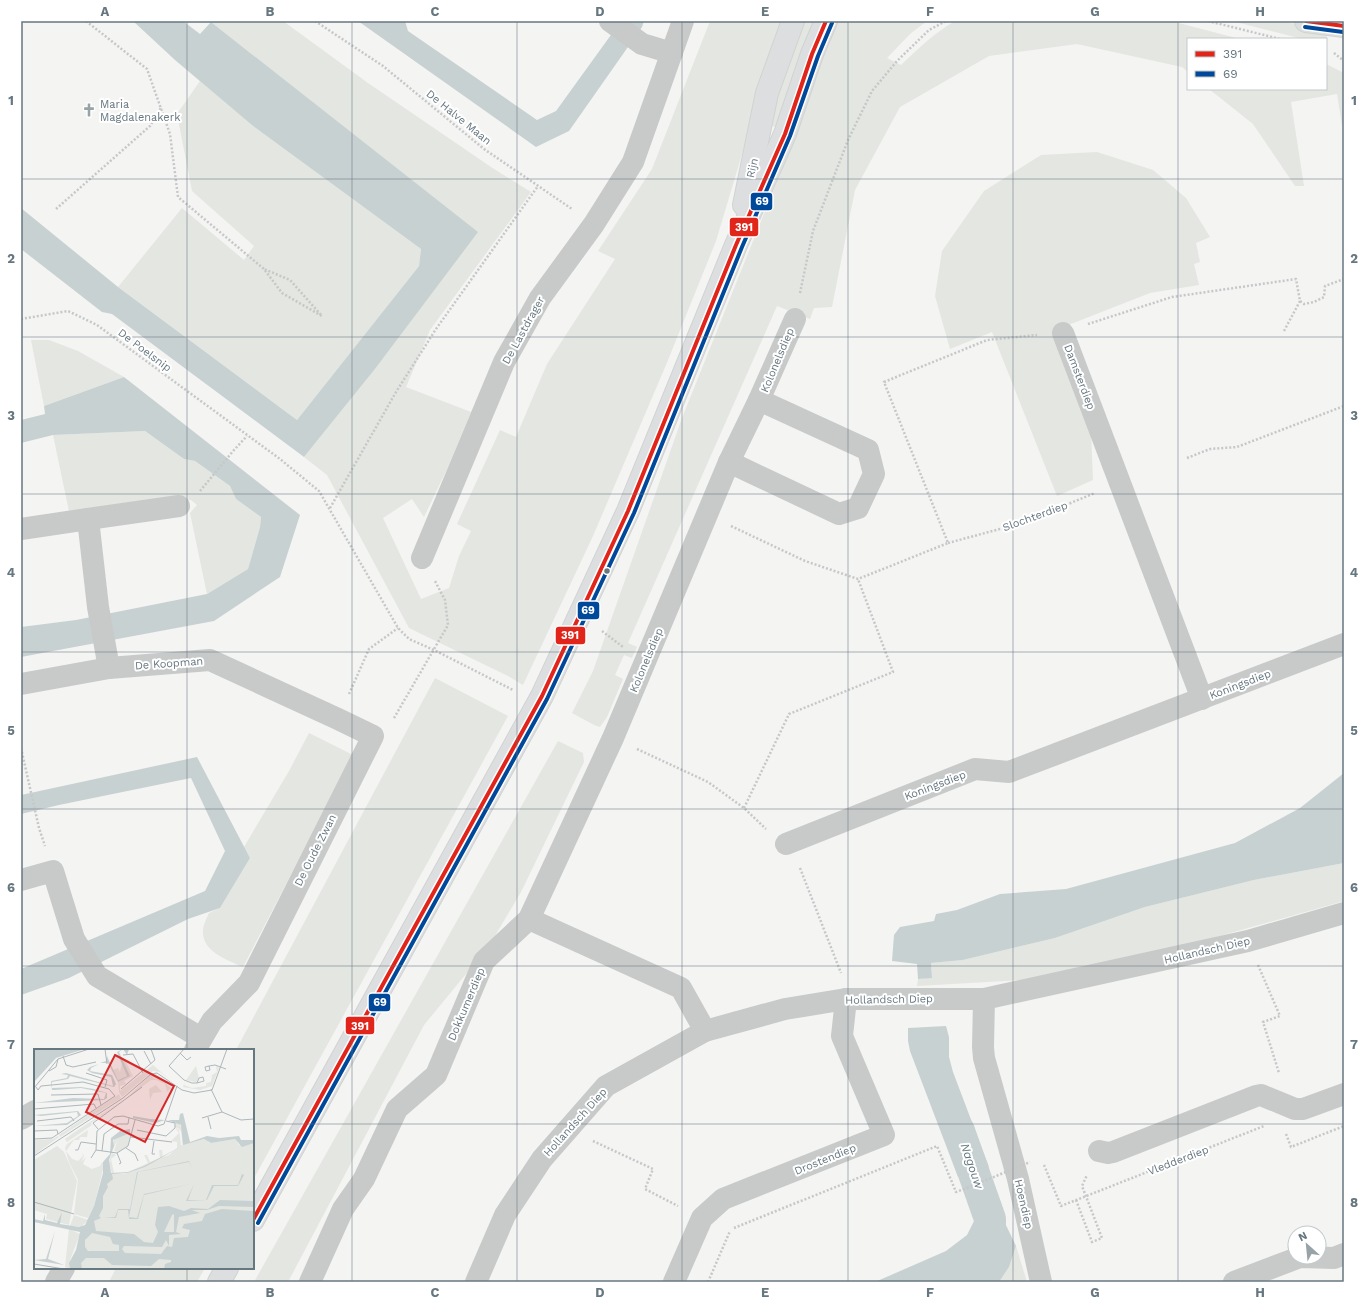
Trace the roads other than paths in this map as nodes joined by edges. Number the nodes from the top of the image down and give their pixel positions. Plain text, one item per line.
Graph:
1 (610, 21) edge
2 (683, 21) edge
3 (793, 21) edge
4 (826, 21) edge
5 (1306, 21) edge
6 (1344, 26) edge
7 (672, 53) junction
8 (736, 246) junction
9 (795, 319) road end
10 (1063, 333) road end
11 (759, 400) junction
12 (728, 462) junction
13 (179, 506) dead end
14 (88, 519) junction
15 (21, 529) edge
16 (422, 558) road end
17 (1344, 644) edge
18 (107, 658) junction
19 (21, 684) edge
20 (1202, 699) junction
21 (373, 736) joint
22 (786, 844) road end
23 (21, 880) edge
24 (1344, 913) edge
25 (529, 919) junction
26 (846, 999) junction
27 (984, 999) junction
28 (705, 1031) junction
29 (198, 1044) edge
30 (1344, 1094) edge
31 (34, 1112) edge
32 (21, 1119) edge
33 (1099, 1151) dead end
34 (254, 1218) edge
35 (1344, 1254) edge
36 (63, 1269) edge
37 (226, 1269) edge
38 (56, 1282) edge
39 (219, 1282) edge
40 (310, 1282) edge
41 (476, 1282) edge
42 (674, 1282) edge
43 (1041, 1282) edge
44 (1234, 1282) edge

1 - 7 street
2 - 7 street, De Lastdrager
3 - 8 main road, Rijn
4 - 8 main road, Rijn
5 - 6 main road
7 - 16 street, De Lastdrager
8 - 34 main road
9 - 11 street, Kolonelsdiep
10 - 20 street, Damsterdiep
11 - 12 street, Kolonelsdiep
11 - 12 street, Kolonelsdiep
12 - 25 street, Kolonelsdiep
13 - 14 street
14 - 15 street
14 - 18 street
17 - 20 street, Koningsdiep
18 - 19 street, De Koopman
18 - 21 street, De Koopman
20 - 22 street, Koningsdiep
21 - 29 street, De Oude Zwan
23 - 29 street
24 - 27 street, Hollandsch Diep
25 - 28 street
25 - 40 street, Dokkumerdiep
26 - 27 street, Hollandsch Diep
26 - 28 street, Hollandsch Diep
26 - 42 street, Drostendiep
27 - 43 street, Hoendiep
28 - 41 street, Hollandsch Diep
30 - 33 street
31 - 32 street
35 - 44 street
36 - 38 street
37 - 39 main road

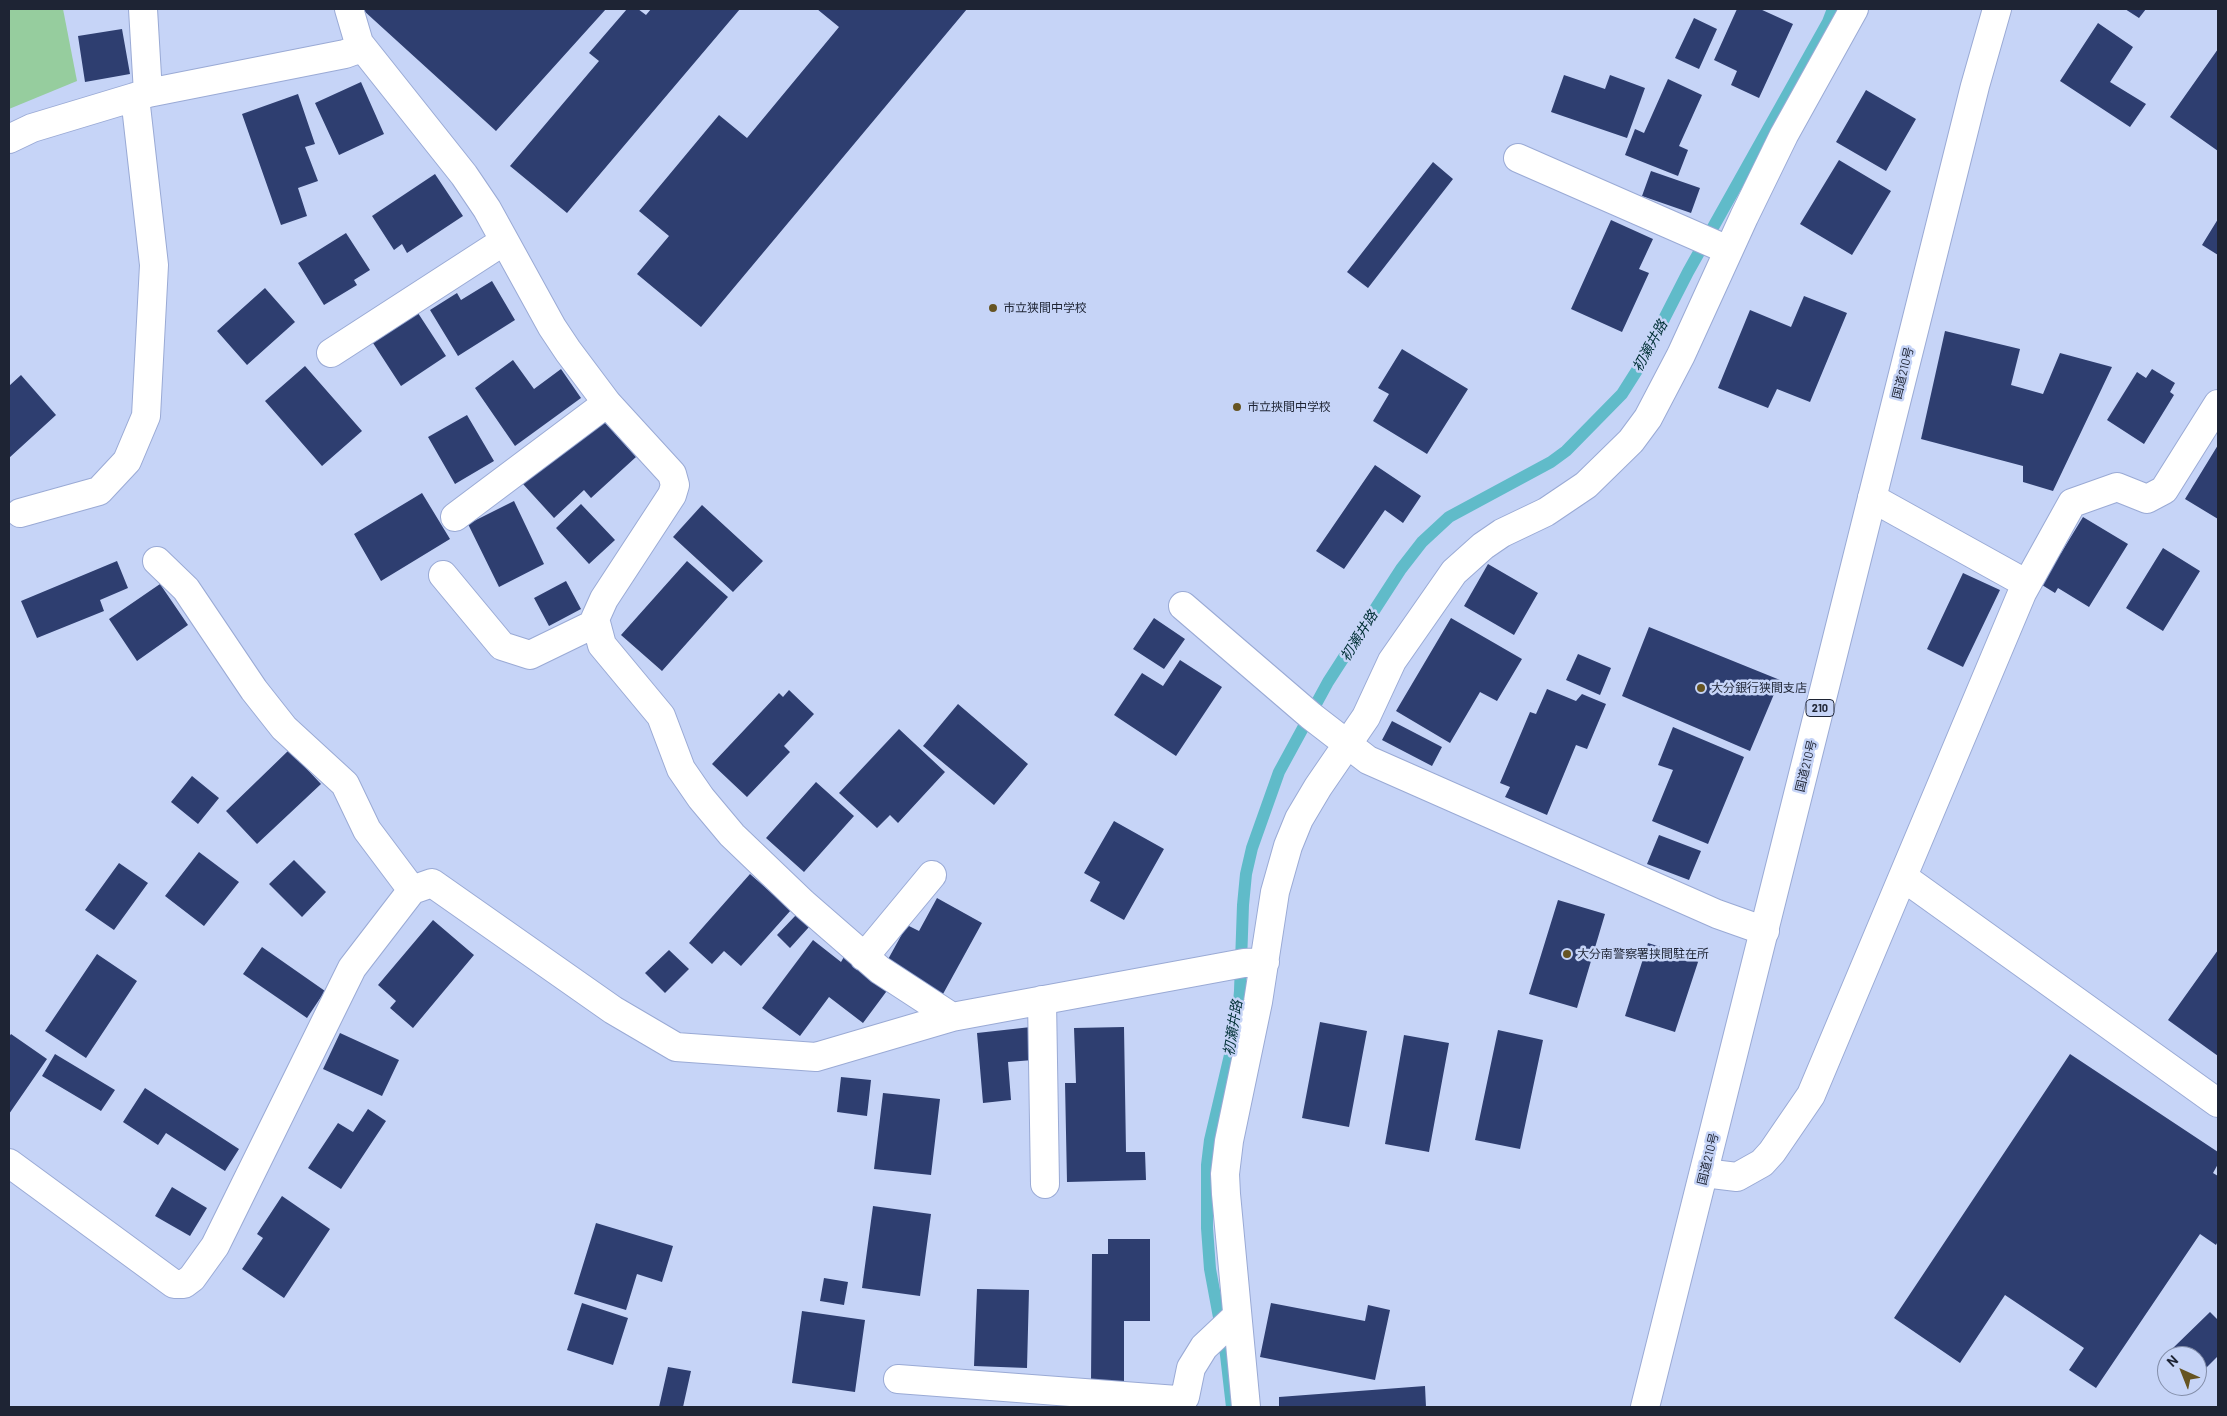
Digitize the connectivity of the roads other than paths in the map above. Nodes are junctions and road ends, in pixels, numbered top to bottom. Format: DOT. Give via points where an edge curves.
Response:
graph roads {
  1 [pos="143,9"];
  2 [pos="349,9"];
  3 [pos="1996,9"];
  4 [pos="1846,11"];
  5 [pos="359,44"];
  6 [pos="142,95"];
  7 [pos="9,139"];
  8 [pos="1518,158"];
  9 [pos="504,240"];
  10 [pos="1728,250"];
  11 [pos="331,353"];
  12 [pos="607,403"];
  13 [pos="2218,404"];
  14 [pos="1872,498"];
  15 [pos="20,513"];
  16 [pos="455,517"];
  17 [pos="157,561"];
  18 [pos="443,575"];
  19 [pos="2027,584"];
  20 [pos="1182,606"];
  21 [pos="596,624"];
  22 [pos="1348,745"];
  23 [pos="932,875"];
  24 [pos="1903,877"];
  25 [pos="412,890"];
  26 [pos="1765,931"];
  27 [pos="864,957"];
  28 [pos="1265,962"];
  29 [pos="1042,1000"];
  30 [pos="952,1017"];
  31 [pos="2218,1103"];
  32 [pos="9,1163"];
  33 [pos="1704,1174"];
  34 [pos="1045,1184"];
  35 [pos="1237,1316"];
  36 [pos="898,1379"];
  37 [pos="1246,1407"];
  38 [pos="1645,1407"];
  1 -- 6 [label="main road"];
  2 -- 5 [label="main road"];
  3 -- 14 [label="main road, 国道210号 / 210"];
  4 -- 10 [label="main road"];
  5 -- 6 [label="main road" via="356,50 345,54"];
  5 -- 9 [label="main road" via="464,175"];
  6 -- 7 [label="main road" via="32,128"];
  6 -- 15 [label="main road" via="154,265 146,416 127,461 100,491"];
  8 -- 10 [label="main road"];
  9 -- 11 [label="main road"];
  9 -- 12 [label="main road" via="552,328"];
  10 -- 22 [label="main road" via="1681,355 1648,418 1586,485 1546,512 1502,533 1454,572 1392,661"];
  12 -- 16 [label="main road"];
  12 -- 21 [label="main road" via="672,474 675,485 672,495 604,599"];
  13 -- 19 [label="main road" via="2164,490 2147,499 2117,486 2072,502"];
  14 -- 19 [label="main road"];
  14 -- 26 [label="main road, 国道210号 / 210"];
  17 -- 25 [label="main road" via="186,589 254,690 284,728 345,784 367,830"];
  18 -- 21 [label="main road" via="502,646 530,654"];
  19 -- 24 [label="main road"];
  20 -- 22 [label="main road"];
  21 -- 27 [label="main road" via="602,645 661,716 681,769 701,798 732,835"];
  22 -- 26 [label="main road" via="1384,769 1717,914"];
  22 -- 28 [label="main road" via="1313,795 1288,846 1275,892"];
  23 -- 27 [label="main road"];
  24 -- 31 [label="main road"];
  24 -- 33 [label="main road" via="1822,1074 1800,1113 1762,1163 1737,1177"];
  25 -- 30 [label="main road" via="432,883 613,1010 676,1047 816,1057"];
  25 -- 32 [label="main road" via="352,968 215,1246 184,1284 174,1284"];
  26 -- 33 [label="main road, 国道210号 / 210"];
  27 -- 30 [label="main road"];
  28 -- 29 [label="main road" via="1244,963"];
  28 -- 35 [label="main road" via="1229,1141 1226,1174"];
  29 -- 30 [label="main road"];
  29 -- 34 [label="main road"];
  33 -- 38 [label="main road, 国道210号 / 210"];
  35 -- 36 [label="main road" via="1204,1347 1191,1368 1185,1397 1177,1400"];
  35 -- 37 [label="main road"];
}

····················

- _What the exercise asks_: Would you give the data above again word for word, skipping any images?

- _Written solution_:
Trace the roads other than paths in this map as nodes joined by edges. Number the nodes from the top of the image down and give their pixel positions. Plain text, one item per line.
Graph:
1 (610, 21) edge
2 (683, 21) edge
3 (793, 21) edge
4 (826, 21) edge
5 (1306, 21) edge
6 (1344, 26) edge
7 (672, 53) junction
8 (736, 246) junction
9 (795, 319) road end
10 (1063, 333) road end
11 (759, 400) junction
12 (728, 462) junction
13 (179, 506) dead end
14 (88, 519) junction
15 (21, 529) edge
16 (422, 558) road end
17 (1344, 644) edge
18 (107, 658) junction
19 (21, 684) edge
20 (1202, 699) junction
21 (373, 736) joint
22 (786, 844) road end
23 (21, 880) edge
24 (1344, 913) edge
25 (529, 919) junction
26 (846, 999) junction
27 (984, 999) junction
28 (705, 1031) junction
29 (198, 1044) edge
30 (1344, 1094) edge
31 (34, 1112) edge
32 (21, 1119) edge
33 (1099, 1151) dead end
34 (254, 1218) edge
35 (1344, 1254) edge
36 (63, 1269) edge
37 (226, 1269) edge
38 (56, 1282) edge
39 (219, 1282) edge
40 (310, 1282) edge
41 (476, 1282) edge
42 (674, 1282) edge
43 (1041, 1282) edge
44 (1234, 1282) edge

1 - 7 street
2 - 7 street, De Lastdrager
3 - 8 main road, Rijn
4 - 8 main road, Rijn
5 - 6 main road
7 - 16 street, De Lastdrager
8 - 34 main road
9 - 11 street, Kolonelsdiep
10 - 20 street, Damsterdiep
11 - 12 street, Kolonelsdiep
11 - 12 street, Kolonelsdiep
12 - 25 street, Kolonelsdiep
13 - 14 street
14 - 15 street
14 - 18 street
17 - 20 street, Koningsdiep
18 - 19 street, De Koopman
18 - 21 street, De Koopman
20 - 22 street, Koningsdiep
21 - 29 street, De Oude Zwan
23 - 29 street
24 - 27 street, Hollandsch Diep
25 - 28 street
25 - 40 street, Dokkumerdiep
26 - 27 street, Hollandsch Diep
26 - 28 street, Hollandsch Diep
26 - 42 street, Drostendiep
27 - 43 street, Hoendiep
28 - 41 street, Hollandsch Diep
30 - 33 street
31 - 32 street
35 - 44 street
36 - 38 street
37 - 39 main road

Digitize the connectivity of the roads other than paths in the map above. Nodes are junctions and road ends, in pixels, numbered top to bottom. Format: DOT. Give via points where an edge curves.
Response:
graph roads {
  1 [pos="143,9"];
  2 [pos="349,9"];
  3 [pos="1996,9"];
  4 [pos="1846,11"];
  5 [pos="359,44"];
  6 [pos="142,95"];
  7 [pos="9,139"];
  8 [pos="1518,158"];
  9 [pos="504,240"];
  10 [pos="1728,250"];
  11 [pos="331,353"];
  12 [pos="607,403"];
  13 [pos="2218,404"];
  14 [pos="1872,498"];
  15 [pos="20,513"];
  16 [pos="455,517"];
  17 [pos="157,561"];
  18 [pos="443,575"];
  19 [pos="2027,584"];
  20 [pos="1182,606"];
  21 [pos="596,624"];
  22 [pos="1348,745"];
  23 [pos="932,875"];
  24 [pos="1903,877"];
  25 [pos="412,890"];
  26 [pos="1765,931"];
  27 [pos="864,957"];
  28 [pos="1265,962"];
  29 [pos="1042,1000"];
  30 [pos="952,1017"];
  31 [pos="2218,1103"];
  32 [pos="9,1163"];
  33 [pos="1704,1174"];
  34 [pos="1045,1184"];
  35 [pos="1237,1316"];
  36 [pos="898,1379"];
  37 [pos="1246,1407"];
  38 [pos="1645,1407"];
  1 -- 6 [label="main road"];
  2 -- 5 [label="main road"];
  3 -- 14 [label="main road, 国道210号 / 210"];
  4 -- 10 [label="main road"];
  5 -- 6 [label="main road" via="356,50 345,54"];
  5 -- 9 [label="main road" via="464,175"];
  6 -- 7 [label="main road" via="32,128"];
  6 -- 15 [label="main road" via="154,265 146,416 127,461 100,491"];
  8 -- 10 [label="main road"];
  9 -- 11 [label="main road"];
  9 -- 12 [label="main road" via="552,328"];
  10 -- 22 [label="main road" via="1681,355 1648,418 1586,485 1546,512 1502,533 1454,572 1392,661"];
  12 -- 16 [label="main road"];
  12 -- 21 [label="main road" via="672,474 675,485 672,495 604,599"];
  13 -- 19 [label="main road" via="2164,490 2147,499 2117,486 2072,502"];
  14 -- 19 [label="main road"];
  14 -- 26 [label="main road, 国道210号 / 210"];
  17 -- 25 [label="main road" via="186,589 254,690 284,728 345,784 367,830"];
  18 -- 21 [label="main road" via="502,646 530,654"];
  19 -- 24 [label="main road"];
  20 -- 22 [label="main road"];
  21 -- 27 [label="main road" via="602,645 661,716 681,769 701,798 732,835"];
  22 -- 26 [label="main road" via="1384,769 1717,914"];
  22 -- 28 [label="main road" via="1313,795 1288,846 1275,892"];
  23 -- 27 [label="main road"];
  24 -- 31 [label="main road"];
  24 -- 33 [label="main road" via="1822,1074 1800,1113 1762,1163 1737,1177"];
  25 -- 30 [label="main road" via="432,883 613,1010 676,1047 816,1057"];
  25 -- 32 [label="main road" via="352,968 215,1246 184,1284 174,1284"];
  26 -- 33 [label="main road, 国道210号 / 210"];
  27 -- 30 [label="main road"];
  28 -- 29 [label="main road" via="1244,963"];
  28 -- 35 [label="main road" via="1229,1141 1226,1174"];
  29 -- 30 [label="main road"];
  29 -- 34 [label="main road"];
  33 -- 38 [label="main road, 国道210号 / 210"];
  35 -- 36 [label="main road" via="1204,1347 1191,1368 1185,1397 1177,1400"];
  35 -- 37 [label="main road"];
}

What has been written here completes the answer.